A standby letter of credit (SBLC) vs Bank guarantee (BG): Detail Explanation

Introduction

A standby letter of credit is the guarantee provided by the issuer bank or financial institution that the responsibility of payment will be transferred upon the non-payment of the party to the contract.

In this type of instrument, the issuing bank will have to follow all the banking protocols followed by the bank.

However, in the case of a bank guarantee the bank assures the full payment to the lender in case of failure by the debtor. In other words, in case of failure by the debtor, the bank will always be there to help and recover the debt.

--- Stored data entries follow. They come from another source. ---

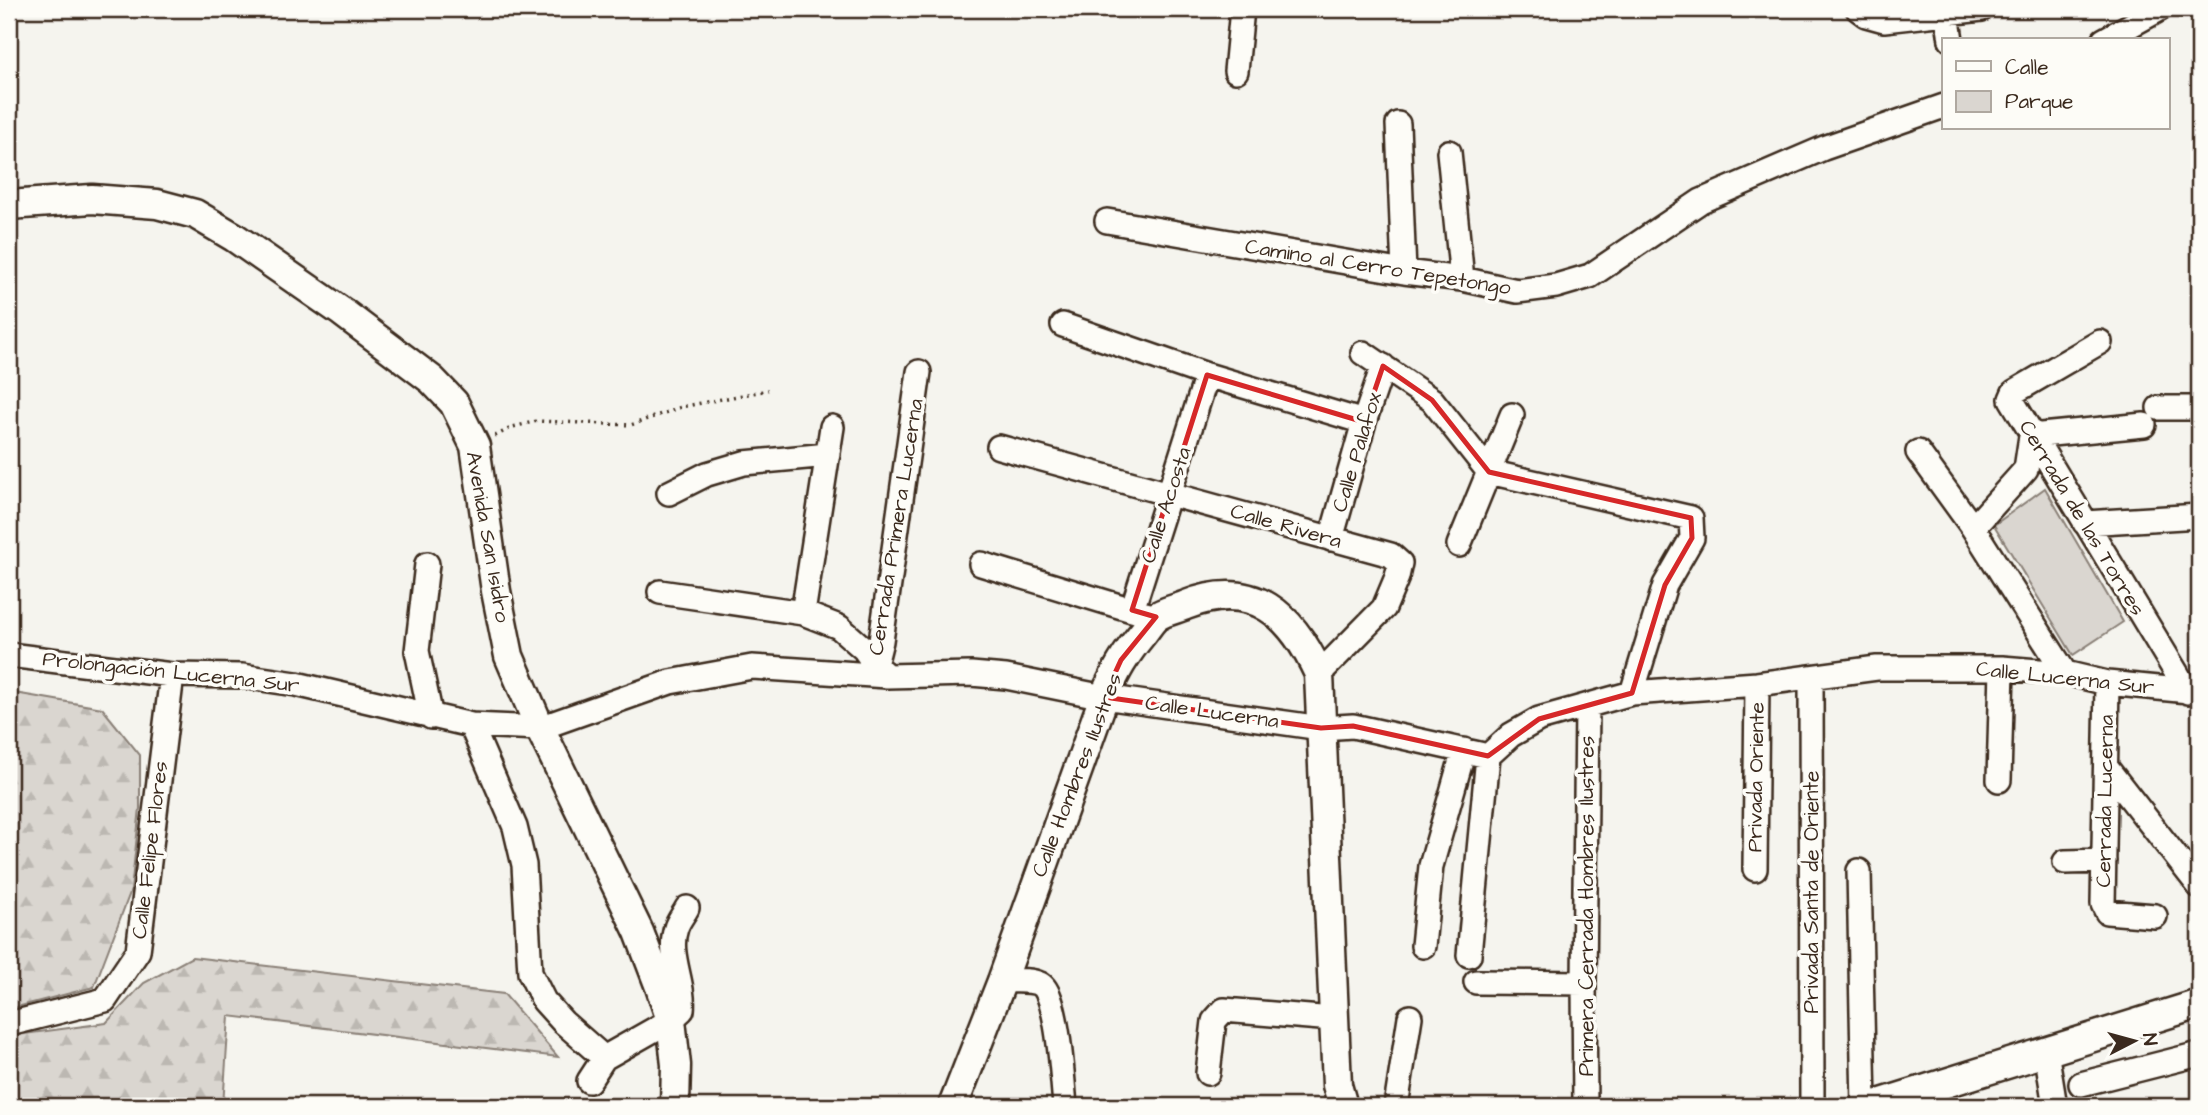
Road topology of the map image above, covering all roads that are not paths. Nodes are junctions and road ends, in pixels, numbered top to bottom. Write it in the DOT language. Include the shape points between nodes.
graph roads {
  1 [pos="1242,9"];
  2 [pos="1858,9"];
  3 [pos="1982,9"];
  4 [pos="2160,9"];
  5 [pos="1947,14"];
  6 [pos="1951,38"];
  7 [pos="2108,38"];
  8 [pos="1236,71"];
  9 [pos="1942,107"];
  10 [pos="1398,124"];
  11 [pos="1449,152"];
  12 [pos="9,205"];
  13 [pos="1107,221"];
  14 [pos="1404,272"];
  15 [pos="1462,278"];
  16 [pos="1063,326"];
  17 [pos="2100,342"];
  18 [pos="1363,353"];
  19 [pos="1383,366"];
  20 [pos="919,372"];
  21 [pos="1207,375"];
  22 [pos="2199,408"];
  23 [pos="1512,415"];
  24 [pos="1364,422"];
  25 [pos="832,427"];
  26 [pos="2031,436"];
  27 [pos="999,447"];
  28 [pos="1918,452"];
  29 [pos="828,455"];
  30 [pos="1489,472"];
  31 [pos="669,493"];
  32 [pos="1170,493"];
  33 [pos="2199,516"];
  34 [pos="2085,523"];
  35 [pos="1973,528"];
  36 [pos="1331,539"];
  37 [pos="1459,545"];
  38 [pos="428,564"];
  39 [pos="981,564"];
  40 [pos="660,592"];
  41 [pos="803,613"];
  42 [pos="1144,614"];
  43 [pos="9,655"];
  44 [pos="2002,668"];
  45 [pos="881,670"];
  46 [pos="2065,673"];
  47 [pos="1319,674"];
  48 [pos="172,675"];
  49 [pos="1811,677"];
  50 [pos="2107,683"];
  51 [pos="1757,684"];
  52 [pos="2194,692"];
  53 [pos="1632,693"];
  54 [pos="1104,697"];
  55 [pos="1587,706"];
  56 [pos="431,717"];
  57 [pos="471,725"];
  58 [pos="540,728"];
  59 [pos="1321,728"];
  60 [pos="1464,750"];
  61 [pos="1488,756"];
  62 [pos="2106,767"];
  63 [pos="1999,780"];
  64 [pos="2104,861"];
  65 [pos="2065,862"];
  66 [pos="1755,869"];
  67 [pos="1859,871"];
  68 [pos="2199,887"];
  69 [pos="687,908"];
  70 [pos="2155,915"];
  71 [pos="1423,946"];
  72 [pos="1469,955"];
  73 [pos="1002,981"];
  74 [pos="1476,982"];
  75 [pos="1584,983"];
  76 [pos="2199,1004"];
  77 [pos="1410,1017"];
  78 [pos="1334,1019"];
  79 [pos="671,1020"];
  80 [pos="9,1024"];
  81 [pos="2046,1051"];
  82 [pos="2199,1054"];
  83 [pos="604,1058"];
  84 [pos="1208,1073"];
  85 [pos="589,1081"];
  86 [pos="2081,1084"];
  87 [pos="676,1106"];
  88 [pos="953,1106"];
  89 [pos="1065,1106"];
  90 [pos="1343,1106"];
  91 [pos="1396,1106"];
  92 [pos="1585,1106"];
  93 [pos="1812,1106"];
  94 [pos="1864,1106"];
  95 [pos="1872,1106"];
  96 [pos="2055,1106"];
  1 -- 8 [label="street"];
  2 -- 5 [label="street" via="1884,20"];
  3 -- 5 [label="street"];
  4 -- 7 [label="street"];
  5 -- 6 [label="street"];
  9 -- 15 [label="street, Camino al Cerro Tepetongo" via="1834,144 1701,201 1590,276 1517,292"];
  10 -- 14 [label="street"];
  11 -- 15 [label="street"];
  12 -- 58 [label="main road, Avenida San Isidro" via="92,199 157,204 195,214 342,312 432,380 454,403 475,446 509,656"];
  13 -- 14 [label="street, Camino al Cerro Tepetongo"];
  14 -- 15 [label="street, Camino al Cerro Tepetongo"];
  16 -- 21 [label="street"];
  17 -- 26 [label="street, Cerrada de las Torres" via="2014,392 2011,399"];
  18 -- 19 [label="street"];
  19 -- 24 [label="street, Calle Palafox"];
  19 -- 30 [label="street" via="1432,400"];
  20 -- 45 [label="street, Cerrada Primera Lucerna" via="881,641"];
  21 -- 24 [label="street"];
  21 -- 32 [label="street, Calle Acosta"];
  22 -- 26 [label="street"];
  23 -- 30 [label="street"];
  24 -- 36 [label="street, Calle Palafox"];
  25 -- 29 [label="street"];
  26 -- 34 [label="street, Cerrada de las Torres"];
  26 -- 35 [label="street" via="2026,469"];
  27 -- 32 [label="street, Calle Rivera"];
  28 -- 35 [label="street"];
  29 -- 31 [label="street" via="744,463 707,474"];
  29 -- 41 [label="street"];
  30 -- 37 [label="street"];
  30 -- 53 [label="street" via="1691,518 1692,538 1665,585"];
  32 -- 36 [label="street, Calle Rivera"];
  32 -- 42 [label="street, Calle Acosta"];
  33 -- 34 [label="street"];
  34 -- 52 [label="street, Cerrada de las Torres"];
  35 -- 46 [label="street"];
  36 -- 47 [label="street, Calle Rivera" via="1391,555 1400,564 1384,608"];
  38 -- 56 [label="street" via="417,651"];
  39 -- 42 [label="street"];
  40 -- 41 [label="street"];
  41 -- 45 [label="street" via="839,627"];
  42 -- 47 [label="main road, Calle Hombres Ilustres" via="1232,595 1261,603 1285,619 1306,645"];
  42 -- 54 [label="main road, Calle Hombres Ilustres"];
  43 -- 48 [label="street, Prolongación Lucerna Sur"];
  44 -- 46 [label="street, Calle Lucerna Sur"];
  44 -- 49 [label="street, Calle Lucerna Sur" via="1877,668"];
  44 -- 63 [label="street"];
  45 -- 54 [label="street" via="1006,677"];
  45 -- 58 [label="street" via="752,667 670,682"];
  46 -- 50 [label="street, Calle Lucerna Sur"];
  47 -- 59 [label="main road, Calle Hombres Ilustres"];
  48 -- 56 [label="street, Prolongación Lucerna Sur" via="242,676 296,684"];
  48 -- 80 [label="street, Calle Felipe Flores" via="138,951 105,1000"];
  49 -- 51 [label="street, Calle Lucerna Sur"];
  49 -- 93 [label="street, Privada Santa de Oriente"];
  50 -- 52 [label="street, Calle Lucerna Sur"];
  50 -- 62 [label="street, Cerrada Lucerna"];
  51 -- 53 [label="street, Calle Lucerna Sur"];
  51 -- 66 [label="street, Privada Oriente"];
  53 -- 55 [label="street, Calle Lucerna Sur"];
  54 -- 59 [label="street, Calle Lucerna"];
  54 -- 73 [label="main road, Calle Hombres Ilustres"];
  55 -- 61 [label="street, Calle Lucerna Sur" via="1539,719"];
  55 -- 75 [label="street, Primera Cerrada Hombres Ilustres"];
  56 -- 57 [label="street, Prolongación Lucerna Sur"];
  57 -- 58 [label="street, Prolongación Lucerna Sur"];
  57 -- 83 [label="street" via="515,827 521,852 530,973 544,1000"];
  58 -- 79 [label="main road, Avenida San Isidro" via="639,932"];
  59 -- 60 [label="street" via="1353,726"];
  59 -- 78 [label="main road, Calle Hombres Ilustres"];
  60 -- 61 [label="street"];
  60 -- 71 [label="street" via="1431,866"];
  61 -- 72 [label="street"];
  62 -- 64 [label="street, Cerrada Lucerna"];
  62 -- 68 [label="street"];
  64 -- 65 [label="street"];
  64 -- 70 [label="street, Cerrada Lucerna" via="2103,904 2107,912"];
  67 -- 94 [label="street"];
  69 -- 79 [label="street" via="676,928 674,951 682,1010"];
  73 -- 88 [label="main road, Calle Hombres Ilustres"];
  73 -- 89 [label="street" via="1040,984 1047,989 1054,1006"];
  74 -- 75 [label="street"];
  75 -- 92 [label="street, Primera Cerrada Hombres Ilustres"];
  76 -- 81 [label="main road"];
  77 -- 91 [label="street"];
  78 -- 84 [label="street" via="1224,1010 1214,1021"];
  78 -- 90 [label="main road, Calle Hombres Ilustres" via="1337,1085"];
  79 -- 83 [label="street"];
  79 -- 87 [label="main road, Avenida San Isidro"];
  81 -- 95 [label="main road"];
  81 -- 96 [label="street"];
  82 -- 86 [label="street"];
  83 -- 85 [label="street"];
}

These instruments cover the risks of both parties to the contract that is the supplier to the contract by ensuring the full payment when agrees to provide the goods as per the description of the purchase order, this also ensures the buyer to the contract while ensuring delivery of goods as per the terms and conditions of the contract and delivery of high-quality goods.

Purpose:

The main purpose of the standby letter of credit is to provide a fair business opportunity and to facilitate boundaryless business transactions.

This also enhances the credibility of international trade and also motivates new customers to enter into international trade.

With the help of these instruments, the business entities in the world can take maximum benefit by importing the scarce resources and exporting the abundant resources of the country.

This type of instrument is created upon the strict regulations placed by the US regulatory authorities on the banks.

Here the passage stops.